Навестить больную Эйзен не приехал, ни записки, ни открытки, ни даже куцей телеграммы не послал. О смерти любовницы узнал из материнского письма: “Серёжа, мой бесценный мальчик, мы осиротели с тобой…” На письмо по обыкновению не ответил.

 

 

■ Летом сорок четвёртого “Мосфильму” и “Ленфильму” было предписано вернуться из эвакуации. Отснять оставалось ещё целую треть материала — проклятый “коэффициент ночи” работал вне зависимости от времени суток.

Пылающим июльским полднем, превозмогая болящее сердце, Эйзен вошёл в люкс-вагон столичного поезда и плотно задёрнул занавески: смотреть в окно на покидаемую Алма-Ату сил не было. Из еды взял с собой лишь корзину местных яблок, но уже через пару дней фрукты сгнили — верно, жить умели только на родине. Выходить на станциях за едой сил не было также, и потому питался Эйзен в пути исключительно валидолом. Так и ехал две недели — с ароматом сердечных пилюль в ноздрях и резким их вкусом на языке — по Великой степи, в Москву.

 

 

■ С последним фильмом Эйзенштейна творилось невообразимое. Богемная Москва языки сточила на сплетнях об “Иване Грозном”. Как и всегда с бедовым режиссёром, каждое новое творение его готовило целый фейерверк слухов, скандалов и драм.
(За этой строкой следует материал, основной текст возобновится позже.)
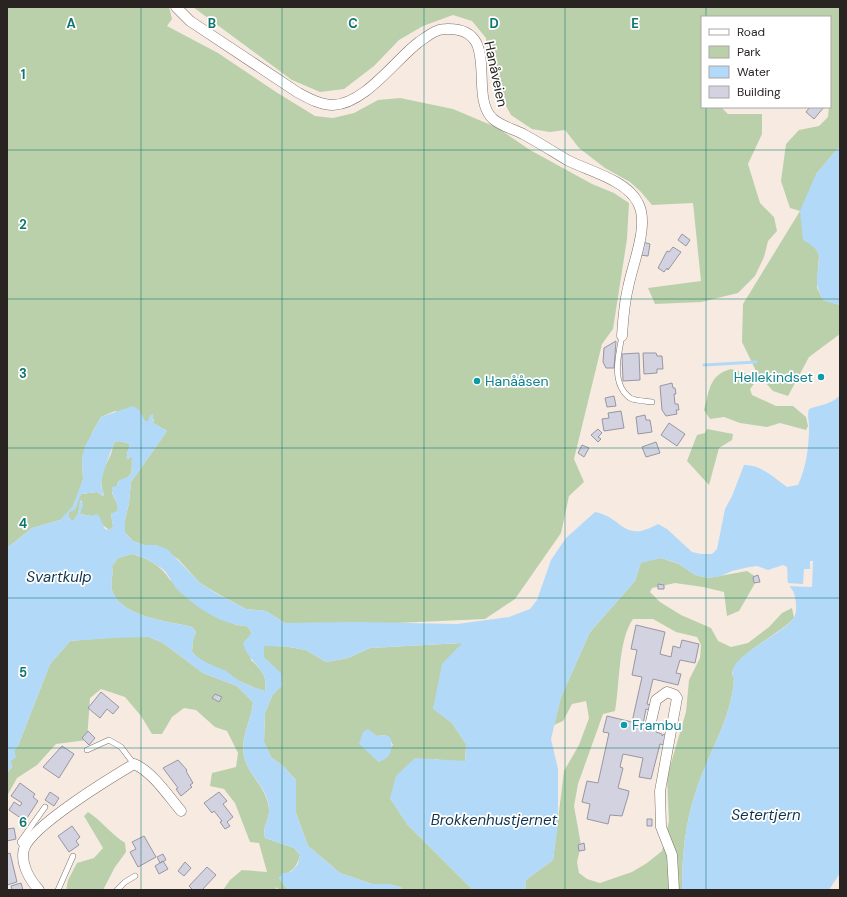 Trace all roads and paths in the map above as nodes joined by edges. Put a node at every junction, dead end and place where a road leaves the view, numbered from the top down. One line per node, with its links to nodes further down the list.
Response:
1 (176, 7): 2 (street, Hanåveien)
2 (622, 336): 3 (lane)
3 (652, 402)
4 (650, 726): 15 (street)
5 (87, 750): 6 (lane)
6 (134, 764): 8 (street); 9 (street)
7 (45, 806): 9 (lane)
8 (181, 811)
9 (24, 848): 12 (street)
10 (73, 856): 13 (lane)
11 (135, 876): 14 (lane)
12 (39, 890)
13 (58, 890)
14 (117, 890)
15 (674, 890)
Enfant terrible советского кино привёз из Алма-Аты почти готовый фильм — но не весь, а только первую серию из трёх. (Спрашивается, и чем он занимался в эвакуации всю войну?!) Едва придя в себя с дороги, маэстро кинулся доснимать материал для последующих. А ознакомиться с трёхчастным замыслом целиком было можно из книжицы, что выпустили на “Мосфильме”; тёртые калачи от культуры (“об культуру”, как шутковал Эйзен) считали это благословением всему проекту.

Но стоило лишь худсовету посмотреть эту самую первую серию, как по столице пошли круги, а вернее, волны и валы обсуждений. Кто видел картину — делал большие глаза при одном только упоминании “Грозного”; кто не видел — мечтал прорваться на спецпоказ. Кто ругал фильм — ругал с трепетом почти священным, кто хвалил (этих было совсем чуть) — после всё равно ругал. “Великолепное изобразительное искусство” или “картина, вне советского зрителя стоя́щая”? “Отсутствие русского духа” и “сусальный фильм” или всё же “шедевр”? “Дворцовые шахматы” и “чистая математика” или “красота, превосходящая всё, до сих пор виденное в кино”?

Единственным, кто безоговорочно защищал картину, стал неожиданно Григорий Александров: мастер масс-комедии, он зорко разглядел в “Грозном” высокую трагедию и призвал не судить её по законам бытовой мелодрамы. Голос худрука “Мосфильма” (а Гриша к тому времени занимал уже и эту позицию) звучал одиноким диссонансом в охульном хоре.

Пока к этому голосу не присоединился ещё один — решающий, самого главного зрителя в советской части света. Сталин посмотрел первую серию и разрешил-таки к выпуску — с января сорок пятого она вышла в широкий прокат; следующие предполагалось выпускать на экраны по мере готовности.